---
name: verify-work
description: >
  (What) Verify results against CONTRACTs — determine STATE (SUCCESS|FAILURE) per unit.
  (When) After each unit completes (inline from /proceed-work) or after all units complete (batch).
  (Why) Structural drift detection between CONTRACT.B and Result. (How) Result vs CONTRACT.B → State + log.
argument-hint: "[WP path or work title] [unit_index]"
metadata:
  author: David Seo of GEM².AI
  version: 14.0.0
allowed-tools:
  - Read
  - Write
  - Edit
  - Bash(date *)
  - Bash(mkdir *)
---

(* TPMN SKILL — verify-work *)

(* === Modes === *)
(* verify-work operates in two modes, determined by unit_index input:        *)
(*   SINGLE: verify one unit (called inline by /proceed-work after each UC)  *)
(*   BATCH:  verify all units (called at end-of-WP or manually by human)     *)
MODE ≜ unit_index ≠ ⊥ ? SINGLE : BATCH

(* === Input === *)
A ≜ [
  project_slug: 𝕊,
  wp_path: Path?,                      (* direct path to WP file, or ⊥ *)
  work_title: 𝕊?,                     (* search term if wp_path not given *)
  unit_index: ℕ?                      (* ⊥ = BATCH (all units). ≠ ⊥ = SINGLE (one unit) *)
]

(* === Output === *)
B ≜ [
  project_slug: 𝕊,
  wp_path: Path,
  wp_id: 𝕊,
  mode: {SINGLE, BATCH},
  overall_state: {SUCCESS, FAILURE},   (* SINGLE: state of that unit. BATCH: aggregate *)
  unit_results: Seq([
    unit_index: ℕ,
    unit_title: 𝕊,
    state: {SUCCESS, FAILURE},
    detail: 𝕊                         (* what passed or what specifically failed *)
  ]),
  failures: Seq(𝕊)?,                  (* failed unit titles + reasons, ⊥ if all SUCCESS *)
  log_path: Path,                      (* .gem-squared/verify-work-logs/{wp_id}.md *)
  verified_at: 𝕊                      (* ISO8601 *)
]

(* === Precondition === *)
P ≜ project_slug ≠ ⊥
    ∧ (wp_path ≠ ⊥ ∨ work_title ≠ ⊥)
    ∧ (MODE = SINGLE
       ⟹ unit[unit_index].STATUS = COMPLETED)          (* only that unit must be done *)
    ∧ (MODE = BATCH
       ⟹ all unit STATUS ∈ {COMPLETED, ABORTED})       (* all units must be terminal *)

(* === Transform === *)
F ≜ <<
  1. Record verified_at timestamp.

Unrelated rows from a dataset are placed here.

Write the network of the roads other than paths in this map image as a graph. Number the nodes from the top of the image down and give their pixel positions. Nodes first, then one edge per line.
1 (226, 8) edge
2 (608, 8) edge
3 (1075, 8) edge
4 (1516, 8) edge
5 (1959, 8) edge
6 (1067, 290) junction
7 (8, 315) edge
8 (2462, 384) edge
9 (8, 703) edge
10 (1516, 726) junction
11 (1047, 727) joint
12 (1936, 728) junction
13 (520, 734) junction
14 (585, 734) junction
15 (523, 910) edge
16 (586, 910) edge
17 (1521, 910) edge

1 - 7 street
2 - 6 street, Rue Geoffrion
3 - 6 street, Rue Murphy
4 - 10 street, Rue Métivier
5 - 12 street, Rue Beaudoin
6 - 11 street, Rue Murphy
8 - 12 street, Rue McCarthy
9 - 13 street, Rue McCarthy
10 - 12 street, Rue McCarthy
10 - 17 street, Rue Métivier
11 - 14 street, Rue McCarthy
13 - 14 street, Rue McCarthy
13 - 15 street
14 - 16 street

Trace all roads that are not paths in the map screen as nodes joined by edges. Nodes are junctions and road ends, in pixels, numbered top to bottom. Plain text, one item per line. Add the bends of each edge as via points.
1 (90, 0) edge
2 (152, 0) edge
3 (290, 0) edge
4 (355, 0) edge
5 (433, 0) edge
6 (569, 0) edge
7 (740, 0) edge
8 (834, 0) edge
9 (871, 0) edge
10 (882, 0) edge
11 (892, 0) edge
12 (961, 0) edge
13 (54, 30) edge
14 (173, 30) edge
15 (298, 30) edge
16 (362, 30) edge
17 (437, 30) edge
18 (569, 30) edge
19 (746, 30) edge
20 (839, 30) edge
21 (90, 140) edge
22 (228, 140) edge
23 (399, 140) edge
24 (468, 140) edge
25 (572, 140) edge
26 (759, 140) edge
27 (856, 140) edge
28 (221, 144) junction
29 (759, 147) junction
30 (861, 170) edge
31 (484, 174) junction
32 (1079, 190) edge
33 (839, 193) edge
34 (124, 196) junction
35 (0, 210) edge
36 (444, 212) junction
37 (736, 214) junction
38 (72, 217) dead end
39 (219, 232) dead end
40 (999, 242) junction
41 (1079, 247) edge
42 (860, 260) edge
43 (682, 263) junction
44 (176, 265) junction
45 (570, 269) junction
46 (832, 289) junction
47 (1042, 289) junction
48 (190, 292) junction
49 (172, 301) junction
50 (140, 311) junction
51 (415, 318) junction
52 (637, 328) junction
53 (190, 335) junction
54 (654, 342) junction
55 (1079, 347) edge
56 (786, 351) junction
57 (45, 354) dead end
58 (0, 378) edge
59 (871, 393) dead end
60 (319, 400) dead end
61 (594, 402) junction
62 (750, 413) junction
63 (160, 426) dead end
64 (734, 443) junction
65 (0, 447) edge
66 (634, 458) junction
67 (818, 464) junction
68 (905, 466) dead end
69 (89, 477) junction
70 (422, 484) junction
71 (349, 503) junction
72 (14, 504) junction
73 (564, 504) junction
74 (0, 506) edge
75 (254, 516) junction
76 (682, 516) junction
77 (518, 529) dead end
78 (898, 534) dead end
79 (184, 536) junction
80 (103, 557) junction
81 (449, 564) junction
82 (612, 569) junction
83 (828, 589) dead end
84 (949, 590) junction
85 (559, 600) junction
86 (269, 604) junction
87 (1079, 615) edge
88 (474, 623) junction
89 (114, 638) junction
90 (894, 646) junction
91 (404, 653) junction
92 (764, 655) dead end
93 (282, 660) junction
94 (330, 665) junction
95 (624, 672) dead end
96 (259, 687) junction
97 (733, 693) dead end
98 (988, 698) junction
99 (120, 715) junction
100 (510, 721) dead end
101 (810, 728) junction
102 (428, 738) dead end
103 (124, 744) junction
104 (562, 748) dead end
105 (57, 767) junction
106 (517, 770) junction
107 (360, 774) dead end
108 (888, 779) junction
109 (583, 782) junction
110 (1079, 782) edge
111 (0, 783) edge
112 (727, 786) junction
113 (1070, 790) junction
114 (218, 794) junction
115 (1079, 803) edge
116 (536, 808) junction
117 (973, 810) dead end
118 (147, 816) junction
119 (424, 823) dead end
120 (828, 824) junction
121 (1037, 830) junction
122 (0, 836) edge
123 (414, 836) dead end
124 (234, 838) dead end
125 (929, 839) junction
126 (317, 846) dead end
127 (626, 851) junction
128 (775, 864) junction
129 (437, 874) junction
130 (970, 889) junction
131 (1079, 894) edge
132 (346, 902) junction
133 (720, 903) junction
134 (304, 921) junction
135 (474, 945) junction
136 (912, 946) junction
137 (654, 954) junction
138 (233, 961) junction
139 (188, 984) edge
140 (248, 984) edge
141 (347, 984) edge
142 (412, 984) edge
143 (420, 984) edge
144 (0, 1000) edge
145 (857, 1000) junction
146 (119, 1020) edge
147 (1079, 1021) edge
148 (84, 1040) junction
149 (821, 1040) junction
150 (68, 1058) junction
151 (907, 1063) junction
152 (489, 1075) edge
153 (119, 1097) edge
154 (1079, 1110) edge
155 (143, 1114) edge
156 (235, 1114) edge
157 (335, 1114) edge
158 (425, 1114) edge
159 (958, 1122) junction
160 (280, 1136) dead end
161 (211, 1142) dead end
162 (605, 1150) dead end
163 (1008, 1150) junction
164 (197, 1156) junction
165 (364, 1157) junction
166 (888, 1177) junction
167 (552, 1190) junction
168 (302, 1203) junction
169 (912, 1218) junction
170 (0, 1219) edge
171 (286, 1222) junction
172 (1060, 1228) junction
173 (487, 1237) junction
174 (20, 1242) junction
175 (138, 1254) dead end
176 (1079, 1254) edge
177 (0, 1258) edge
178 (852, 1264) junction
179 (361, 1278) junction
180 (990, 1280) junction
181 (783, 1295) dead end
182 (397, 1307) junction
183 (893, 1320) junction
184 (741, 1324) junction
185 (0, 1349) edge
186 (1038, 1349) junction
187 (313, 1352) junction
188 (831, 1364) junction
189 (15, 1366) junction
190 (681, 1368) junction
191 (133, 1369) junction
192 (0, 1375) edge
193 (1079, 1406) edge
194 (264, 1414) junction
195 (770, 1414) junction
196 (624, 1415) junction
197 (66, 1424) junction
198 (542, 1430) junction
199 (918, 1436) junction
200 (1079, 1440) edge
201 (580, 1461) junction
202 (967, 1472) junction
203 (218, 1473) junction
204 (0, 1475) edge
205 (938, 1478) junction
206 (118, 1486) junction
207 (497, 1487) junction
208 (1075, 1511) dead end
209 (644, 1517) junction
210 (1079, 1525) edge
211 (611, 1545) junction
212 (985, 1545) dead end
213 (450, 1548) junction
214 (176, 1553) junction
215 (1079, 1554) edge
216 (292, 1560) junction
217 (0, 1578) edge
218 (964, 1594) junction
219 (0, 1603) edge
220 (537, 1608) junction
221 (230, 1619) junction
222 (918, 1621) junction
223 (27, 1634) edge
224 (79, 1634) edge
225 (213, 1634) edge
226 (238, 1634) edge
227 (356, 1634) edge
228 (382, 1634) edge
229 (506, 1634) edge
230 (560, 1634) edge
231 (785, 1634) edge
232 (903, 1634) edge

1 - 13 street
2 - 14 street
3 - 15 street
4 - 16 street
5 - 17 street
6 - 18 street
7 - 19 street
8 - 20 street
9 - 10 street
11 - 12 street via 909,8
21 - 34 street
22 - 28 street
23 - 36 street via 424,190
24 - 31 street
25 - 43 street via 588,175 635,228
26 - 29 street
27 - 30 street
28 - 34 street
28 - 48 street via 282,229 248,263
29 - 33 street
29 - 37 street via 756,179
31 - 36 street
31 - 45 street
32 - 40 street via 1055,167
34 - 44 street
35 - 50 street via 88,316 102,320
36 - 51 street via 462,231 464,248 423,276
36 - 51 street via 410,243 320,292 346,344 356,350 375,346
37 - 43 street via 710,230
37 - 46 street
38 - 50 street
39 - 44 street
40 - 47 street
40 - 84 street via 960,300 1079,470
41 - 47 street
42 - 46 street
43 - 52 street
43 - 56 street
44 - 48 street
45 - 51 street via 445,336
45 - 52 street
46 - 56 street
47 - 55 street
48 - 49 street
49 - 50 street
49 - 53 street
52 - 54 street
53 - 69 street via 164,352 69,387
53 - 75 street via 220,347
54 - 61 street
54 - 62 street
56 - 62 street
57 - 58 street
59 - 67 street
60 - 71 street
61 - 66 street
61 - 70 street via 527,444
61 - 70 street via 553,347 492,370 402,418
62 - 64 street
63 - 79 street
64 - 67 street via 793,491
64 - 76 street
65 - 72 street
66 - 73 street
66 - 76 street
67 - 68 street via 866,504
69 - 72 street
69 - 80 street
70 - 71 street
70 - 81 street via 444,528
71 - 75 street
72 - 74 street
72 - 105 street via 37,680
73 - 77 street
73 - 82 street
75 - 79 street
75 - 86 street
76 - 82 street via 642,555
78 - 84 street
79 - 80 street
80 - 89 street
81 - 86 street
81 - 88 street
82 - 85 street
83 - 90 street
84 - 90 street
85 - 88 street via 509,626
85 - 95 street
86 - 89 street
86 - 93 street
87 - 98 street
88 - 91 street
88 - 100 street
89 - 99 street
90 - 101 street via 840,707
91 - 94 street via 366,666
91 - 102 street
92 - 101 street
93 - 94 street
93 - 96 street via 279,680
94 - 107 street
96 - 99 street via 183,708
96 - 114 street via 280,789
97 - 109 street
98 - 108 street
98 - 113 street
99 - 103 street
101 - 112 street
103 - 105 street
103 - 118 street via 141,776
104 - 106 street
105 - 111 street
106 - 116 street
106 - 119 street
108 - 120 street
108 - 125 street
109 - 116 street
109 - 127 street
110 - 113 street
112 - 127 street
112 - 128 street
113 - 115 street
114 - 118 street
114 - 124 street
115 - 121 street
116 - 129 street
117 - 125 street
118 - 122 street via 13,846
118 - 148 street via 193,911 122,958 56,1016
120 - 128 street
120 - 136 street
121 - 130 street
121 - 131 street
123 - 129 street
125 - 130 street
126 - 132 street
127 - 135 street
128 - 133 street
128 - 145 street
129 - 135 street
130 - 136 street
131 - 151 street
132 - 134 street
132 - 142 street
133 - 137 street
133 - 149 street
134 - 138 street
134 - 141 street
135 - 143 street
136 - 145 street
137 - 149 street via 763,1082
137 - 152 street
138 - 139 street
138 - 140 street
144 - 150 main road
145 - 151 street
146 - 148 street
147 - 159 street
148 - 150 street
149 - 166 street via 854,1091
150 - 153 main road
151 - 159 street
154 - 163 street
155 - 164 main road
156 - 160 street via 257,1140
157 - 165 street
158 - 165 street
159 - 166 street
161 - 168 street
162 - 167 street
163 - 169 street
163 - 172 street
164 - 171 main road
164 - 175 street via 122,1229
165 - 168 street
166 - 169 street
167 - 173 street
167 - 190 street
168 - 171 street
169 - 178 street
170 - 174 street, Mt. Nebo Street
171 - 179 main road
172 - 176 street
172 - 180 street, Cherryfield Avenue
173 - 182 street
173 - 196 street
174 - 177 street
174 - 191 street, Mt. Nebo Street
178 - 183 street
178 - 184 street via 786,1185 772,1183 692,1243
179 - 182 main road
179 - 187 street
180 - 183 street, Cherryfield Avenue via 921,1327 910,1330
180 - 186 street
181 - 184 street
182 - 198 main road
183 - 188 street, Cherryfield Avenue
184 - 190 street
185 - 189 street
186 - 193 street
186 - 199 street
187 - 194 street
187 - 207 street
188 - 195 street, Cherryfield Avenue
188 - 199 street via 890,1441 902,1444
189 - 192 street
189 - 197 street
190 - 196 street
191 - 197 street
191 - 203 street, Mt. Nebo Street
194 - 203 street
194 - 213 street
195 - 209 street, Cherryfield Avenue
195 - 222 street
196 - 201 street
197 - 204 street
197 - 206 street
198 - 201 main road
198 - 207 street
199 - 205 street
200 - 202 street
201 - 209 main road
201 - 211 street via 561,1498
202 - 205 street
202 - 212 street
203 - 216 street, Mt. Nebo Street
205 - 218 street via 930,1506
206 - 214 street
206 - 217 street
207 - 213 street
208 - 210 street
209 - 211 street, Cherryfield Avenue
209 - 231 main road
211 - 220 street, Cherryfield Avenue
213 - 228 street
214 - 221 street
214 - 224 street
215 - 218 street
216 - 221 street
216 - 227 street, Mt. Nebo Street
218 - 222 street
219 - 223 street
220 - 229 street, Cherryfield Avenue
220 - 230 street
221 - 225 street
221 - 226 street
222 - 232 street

Determine mode.
     Identify WP:
       IF wp_path provided → read that WP.
       IF only work_title → search work-plan/ for matching WP.
     Verify precondition:
       SINGLE: unit[unit_index].STATUS = COMPLETED (that unit has a Result to verify).
         WP may be IN_PROGRESS — this is expected during inline verification.
       BATCH: all unit STATUS ∈ {COMPLETED, ABORTED} (all units terminal).
         IF not met → STOP, report: "WP not ready for batch verification."
  2. Select units to verify:
       SINGLE: verify only unit[unit_index].
       BATCH: verify all COMPLETED units. Skip ABORTED units (no result to verify).
     Extract each target unit's CONTRACT (A, B, P) and Result.
  3. FOR each target unit, evaluate STATE by formal verification:
       Let b = actual Result (recorded by /proceed-work).
       Let B = CONTRACT.B (expected output specification).
       Let P = CONTRACT.P (preconditions and constraints).

       (* Verification predicate *)
       unit.state = SUCCESS ⟺
         (∀ field ∈ B: b[field] ≠ ⊥ ∧ type(b[field]) = B[field].type)
         ∧ P(a, b) holds

       In practice:
         - Field coverage: ∀ field ∈ B → b[field] ≠ ⊥ (every contracted output field exists in result)
         - Type conformance: type(b[field]) = B[field].type (result types match contract types)
         - Constraint satisfaction: P(a, b) (preconditions and invariants hold against actual input/output)
       IF any predicate fails → unit.state = FAILURE. Record which predicate failed and why.
  4. Determine overall STATE:
       SINGLE: overall_state = unit[unit_index].state.
       BATCH: overall_state = SUCCESS iff all verified units SUCCESS, else FAILURE.
     Edit WP file:
       Write `- State: SUCCESS` or `- State: FAILURE` per verified unit-work.
       Do NOT write WP-level STATE in header — that is /archive-work mandate.
  5. Write verification log:
       mkdir -p .gem-squared/verify-work-logs/
       SINGLE: append section to .gem-squared/verify-work-logs/{wp_id}.md:
         IF file does not exist → create with WP header, then append unit section.
         IF file exists → append unit section at end (before Summary if present).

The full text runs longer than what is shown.